Jenny se racle la gorge, sirote son orangeade et commence son récit. À 11 ans, elle écumait les bars de Pointe-Saint-Charles avec sa mère alcoolique qui lui permettait de finir ses verres. » Je me saoulais et fumais des joints avec elle. À la maison, je détachais sa ceinture pendant qu’elle vomissait « , se rappelle Jenny, le visage impassible. À 12 ans, elle ne va pas à l’école, mais fréquente des gangs de rue et des vendeurs de crack. Elle est déjà active sexuellement. Elle fait une overdose à 13 ans après avoir ingurgité un cocktail de mescaline, GHB, acide, coke et speed mélangés à de l’alcool. Après la séparation de ses parents, Jenny est trimballée dans les centres jeunesse. Elle y fait la connaissance d’une fille qui lui raconte avoir été danseuse nue durant sa fugue. Attirée par ce » moyen facile et rapide » de faire de l’argent, Jenny emprunte la carte avec photo embrouillée d’une amie de 19 ans et fuit le centre jeunesse. Le jour même, elle frappe à la porte d’un bar de la rue Saint-Denis. » Ils m’ont demandé mon nom de danseuse et m’ont dit de donner mes musiques aux DJ « , résume l’adolescente. » J’étais pas à jeun, j’avais pris du speed. J’avais 13 ans, mon corps n’était pas développé mais j’avais quand même l’air d’une fille de 15-16 ans. »
Tomber du ciel
Son premier quart de travail se révèle peu lucratif. Elle accepte donc de suivre trois touristes asiatiques dans un hôtel. » Pour 300$, j’ai passé deux heures avec eux. J’ai eu des relations complètes avec les trois, un à la fois. » Dès le lendemain, Jenny voit une rubrique dans le journal. » Cherche danseuse. Très payant « , indique l’annonce d’un bar près de Saint-Jérôme. En fugue, elle avait tout à gagner à s’éloigner de Montréal. À son arrivée, personne n’exige de voir ses pièces d’identité. » Le patron était content de voir débarquer une belle fille de Montréal qui sait danser », souligne Jenny. Il refusait que les danseuses fassent des extras, » de la gaffe » dans le jargon du milieu, mais Jenny y tenait mordicus. Le travail devient ainsi vraiment payant. Le patron cède et, le soir même, Jenny reçoit des propositions d’un homme dans la trentaine. » On est partis sur la route. Dans son char, je lui ai fait un complet (fellation, masturbation, pénétration) pour 100 $ », explique-t-elle. Encore munie de sa fausse carte, Jenny se fait ensuite embaucher dans un bar de Laval, le Showgirl, où elle passera six mois. » Quand je suis arrivée, il n’y avait qu’une danseuse sur place. Je tombais du ciel « , se souvient-elle. Elle venait d’avoir 14 ans. Comme le bar est straight, les extras sont interdits. Jenny utilise donc des stratagèmes pour s’enrichir davantage. » J’avais un client qui me ramenait chez lui deux ou trois fois par semaine après le travail. Pour 600 $ la nuit, je couchais avec lui deux fois et il me laissait ensuite dormir. »
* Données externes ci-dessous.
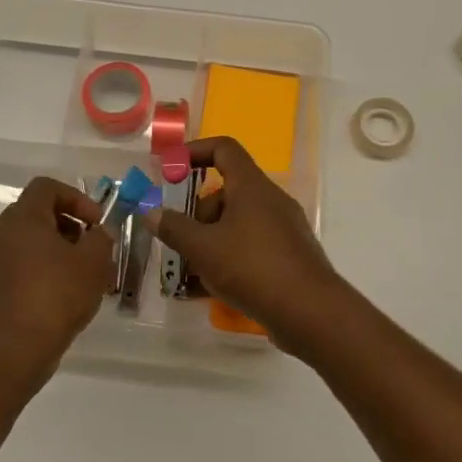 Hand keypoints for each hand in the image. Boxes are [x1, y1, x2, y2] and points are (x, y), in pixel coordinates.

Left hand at [0, 177, 111, 377]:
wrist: (14, 349)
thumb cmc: (56, 295)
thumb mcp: (93, 262)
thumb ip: (102, 238)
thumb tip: (100, 232)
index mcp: (23, 219)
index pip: (46, 187)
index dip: (76, 197)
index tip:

Les six plus beaux mois de sa vie
Elle propose plus tard ses services dans un bar de Fabreville. Là, l’argent coule à flots, dit-elle. » Je pouvais faire 700 $ les journées où c’était pas payant et 1 500 $ les bons jours. » Jenny raconte avoir multiplié les extras dans les isoloirs. Seule obligation : le préservatif. L’adolescente côtoie régulièrement des désaxés, des pervers. » L’un d’eux avait un fantasme weird : il voulait éjaculer dans mes souliers talons aiguilles. J’ai refusé et il est devenu agressif, au point que le portier a dû l’évincer. »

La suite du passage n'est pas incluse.